(Supplied entries Opens)

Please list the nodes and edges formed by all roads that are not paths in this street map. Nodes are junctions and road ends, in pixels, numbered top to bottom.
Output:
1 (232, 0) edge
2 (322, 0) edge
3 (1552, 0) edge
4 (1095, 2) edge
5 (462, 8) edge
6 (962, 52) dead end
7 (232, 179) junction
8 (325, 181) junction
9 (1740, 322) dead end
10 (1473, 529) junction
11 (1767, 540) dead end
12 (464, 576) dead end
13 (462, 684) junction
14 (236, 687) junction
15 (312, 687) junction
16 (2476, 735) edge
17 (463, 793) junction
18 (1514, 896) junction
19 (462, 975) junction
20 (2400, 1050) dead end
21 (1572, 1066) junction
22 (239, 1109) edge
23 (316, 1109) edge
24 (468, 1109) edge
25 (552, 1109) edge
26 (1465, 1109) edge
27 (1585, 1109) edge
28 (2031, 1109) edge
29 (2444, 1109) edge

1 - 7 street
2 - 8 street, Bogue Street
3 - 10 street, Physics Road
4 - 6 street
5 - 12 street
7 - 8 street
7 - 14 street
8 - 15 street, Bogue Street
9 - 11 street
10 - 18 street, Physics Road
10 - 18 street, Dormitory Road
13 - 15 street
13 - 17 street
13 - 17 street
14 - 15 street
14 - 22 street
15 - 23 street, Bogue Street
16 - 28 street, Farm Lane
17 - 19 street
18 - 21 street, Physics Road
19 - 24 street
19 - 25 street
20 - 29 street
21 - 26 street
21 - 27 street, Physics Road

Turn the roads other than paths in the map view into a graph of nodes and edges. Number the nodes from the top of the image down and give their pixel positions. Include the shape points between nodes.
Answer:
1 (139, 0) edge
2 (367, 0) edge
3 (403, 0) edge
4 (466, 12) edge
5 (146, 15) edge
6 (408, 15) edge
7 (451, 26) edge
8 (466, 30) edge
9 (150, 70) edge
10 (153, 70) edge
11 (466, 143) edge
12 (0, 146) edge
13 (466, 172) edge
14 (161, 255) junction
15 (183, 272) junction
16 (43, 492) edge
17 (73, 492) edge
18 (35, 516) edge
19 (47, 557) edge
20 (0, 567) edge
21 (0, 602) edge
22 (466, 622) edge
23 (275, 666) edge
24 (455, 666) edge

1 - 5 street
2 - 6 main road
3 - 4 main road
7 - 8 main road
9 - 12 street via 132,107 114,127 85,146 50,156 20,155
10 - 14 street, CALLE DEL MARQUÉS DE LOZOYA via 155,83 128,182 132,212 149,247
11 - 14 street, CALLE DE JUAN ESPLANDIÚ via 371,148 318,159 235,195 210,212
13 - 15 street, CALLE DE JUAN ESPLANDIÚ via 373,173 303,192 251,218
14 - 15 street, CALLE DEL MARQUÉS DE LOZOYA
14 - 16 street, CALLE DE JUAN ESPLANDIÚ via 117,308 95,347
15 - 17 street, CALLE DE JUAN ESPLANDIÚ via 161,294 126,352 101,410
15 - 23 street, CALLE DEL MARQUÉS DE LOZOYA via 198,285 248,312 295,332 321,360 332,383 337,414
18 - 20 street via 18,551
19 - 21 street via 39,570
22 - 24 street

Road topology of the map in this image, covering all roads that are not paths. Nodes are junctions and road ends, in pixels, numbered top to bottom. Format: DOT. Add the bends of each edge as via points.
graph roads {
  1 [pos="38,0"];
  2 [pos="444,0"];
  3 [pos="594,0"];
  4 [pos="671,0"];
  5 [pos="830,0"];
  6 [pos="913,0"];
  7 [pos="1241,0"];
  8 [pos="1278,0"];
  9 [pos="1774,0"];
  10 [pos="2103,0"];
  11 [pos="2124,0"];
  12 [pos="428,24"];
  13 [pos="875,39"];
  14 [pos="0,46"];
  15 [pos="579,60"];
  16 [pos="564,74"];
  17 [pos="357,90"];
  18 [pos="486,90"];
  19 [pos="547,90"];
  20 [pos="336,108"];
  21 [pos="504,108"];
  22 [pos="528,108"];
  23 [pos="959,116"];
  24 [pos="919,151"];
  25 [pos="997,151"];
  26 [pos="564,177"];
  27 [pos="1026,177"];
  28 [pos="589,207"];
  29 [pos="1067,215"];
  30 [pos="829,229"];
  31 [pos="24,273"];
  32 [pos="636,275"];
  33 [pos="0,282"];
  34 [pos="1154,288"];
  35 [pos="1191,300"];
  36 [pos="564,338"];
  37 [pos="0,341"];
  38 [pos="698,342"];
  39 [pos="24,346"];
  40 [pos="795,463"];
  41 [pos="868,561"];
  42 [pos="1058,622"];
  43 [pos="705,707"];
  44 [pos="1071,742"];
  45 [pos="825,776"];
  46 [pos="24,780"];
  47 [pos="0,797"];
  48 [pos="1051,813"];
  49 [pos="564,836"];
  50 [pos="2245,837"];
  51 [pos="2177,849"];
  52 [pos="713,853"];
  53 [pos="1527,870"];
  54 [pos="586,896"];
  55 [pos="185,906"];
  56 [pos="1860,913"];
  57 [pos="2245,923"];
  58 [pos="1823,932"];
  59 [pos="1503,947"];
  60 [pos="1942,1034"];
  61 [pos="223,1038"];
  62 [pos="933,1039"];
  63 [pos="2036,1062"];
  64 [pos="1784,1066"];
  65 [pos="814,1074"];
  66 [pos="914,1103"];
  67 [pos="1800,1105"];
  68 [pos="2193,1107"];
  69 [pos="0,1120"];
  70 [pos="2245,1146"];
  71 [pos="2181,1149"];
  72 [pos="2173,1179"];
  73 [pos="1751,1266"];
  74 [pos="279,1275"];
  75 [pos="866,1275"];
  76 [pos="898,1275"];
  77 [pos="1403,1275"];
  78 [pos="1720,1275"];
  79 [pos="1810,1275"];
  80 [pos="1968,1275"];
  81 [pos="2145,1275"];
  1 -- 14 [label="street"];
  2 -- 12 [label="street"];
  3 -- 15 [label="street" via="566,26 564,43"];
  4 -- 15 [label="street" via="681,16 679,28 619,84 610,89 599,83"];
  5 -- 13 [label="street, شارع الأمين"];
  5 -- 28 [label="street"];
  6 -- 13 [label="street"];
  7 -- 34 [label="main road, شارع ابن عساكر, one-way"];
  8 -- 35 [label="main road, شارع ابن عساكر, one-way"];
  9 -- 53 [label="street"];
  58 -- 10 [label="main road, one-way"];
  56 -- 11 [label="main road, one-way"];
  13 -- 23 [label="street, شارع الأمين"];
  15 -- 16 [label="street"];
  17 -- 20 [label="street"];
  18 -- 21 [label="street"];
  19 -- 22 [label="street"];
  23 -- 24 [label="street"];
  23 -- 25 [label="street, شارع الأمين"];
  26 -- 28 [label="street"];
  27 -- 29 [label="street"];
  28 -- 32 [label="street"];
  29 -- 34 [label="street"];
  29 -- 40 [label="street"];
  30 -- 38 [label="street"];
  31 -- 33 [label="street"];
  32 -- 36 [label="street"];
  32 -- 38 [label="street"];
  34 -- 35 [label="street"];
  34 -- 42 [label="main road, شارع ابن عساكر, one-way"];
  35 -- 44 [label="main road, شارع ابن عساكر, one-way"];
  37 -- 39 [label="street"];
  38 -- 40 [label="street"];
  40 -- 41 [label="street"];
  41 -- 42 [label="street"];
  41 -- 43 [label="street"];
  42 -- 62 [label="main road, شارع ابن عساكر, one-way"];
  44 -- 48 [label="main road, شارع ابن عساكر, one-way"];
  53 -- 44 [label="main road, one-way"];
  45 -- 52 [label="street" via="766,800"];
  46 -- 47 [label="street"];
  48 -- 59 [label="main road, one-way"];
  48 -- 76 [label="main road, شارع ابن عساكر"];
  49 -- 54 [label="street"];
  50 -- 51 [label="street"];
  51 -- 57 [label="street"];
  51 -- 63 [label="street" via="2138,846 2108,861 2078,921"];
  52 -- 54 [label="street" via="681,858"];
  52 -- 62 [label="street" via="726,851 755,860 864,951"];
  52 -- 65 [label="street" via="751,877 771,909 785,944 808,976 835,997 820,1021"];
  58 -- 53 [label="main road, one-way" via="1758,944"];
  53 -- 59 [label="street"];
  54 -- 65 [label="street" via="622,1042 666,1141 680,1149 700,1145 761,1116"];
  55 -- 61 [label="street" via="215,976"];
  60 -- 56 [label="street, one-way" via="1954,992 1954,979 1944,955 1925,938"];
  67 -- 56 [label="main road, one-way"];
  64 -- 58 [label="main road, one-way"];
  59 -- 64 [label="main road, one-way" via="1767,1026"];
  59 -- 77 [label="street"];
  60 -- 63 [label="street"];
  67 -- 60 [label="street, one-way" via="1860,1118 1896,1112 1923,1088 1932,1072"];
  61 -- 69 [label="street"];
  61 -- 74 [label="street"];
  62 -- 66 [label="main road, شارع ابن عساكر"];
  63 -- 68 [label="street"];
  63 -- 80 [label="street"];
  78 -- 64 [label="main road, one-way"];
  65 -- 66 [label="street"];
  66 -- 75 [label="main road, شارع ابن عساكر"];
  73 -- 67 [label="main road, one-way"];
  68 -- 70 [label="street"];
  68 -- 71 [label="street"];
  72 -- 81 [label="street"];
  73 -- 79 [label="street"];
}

(Supplied entries Closes)

Note every line above where the string "image" shows up, and copy those lines.

Turn the roads other than paths in the map view into a graph of nodes and edges. Number the nodes from the top of the image down and give their pixel positions. Include the shape points between nodes.
Road topology of the map in this image, covering all roads that are not paths. Nodes are junctions and road ends, in pixels, numbered top to bottom. Format: DOT. Add the bends of each edge as via points.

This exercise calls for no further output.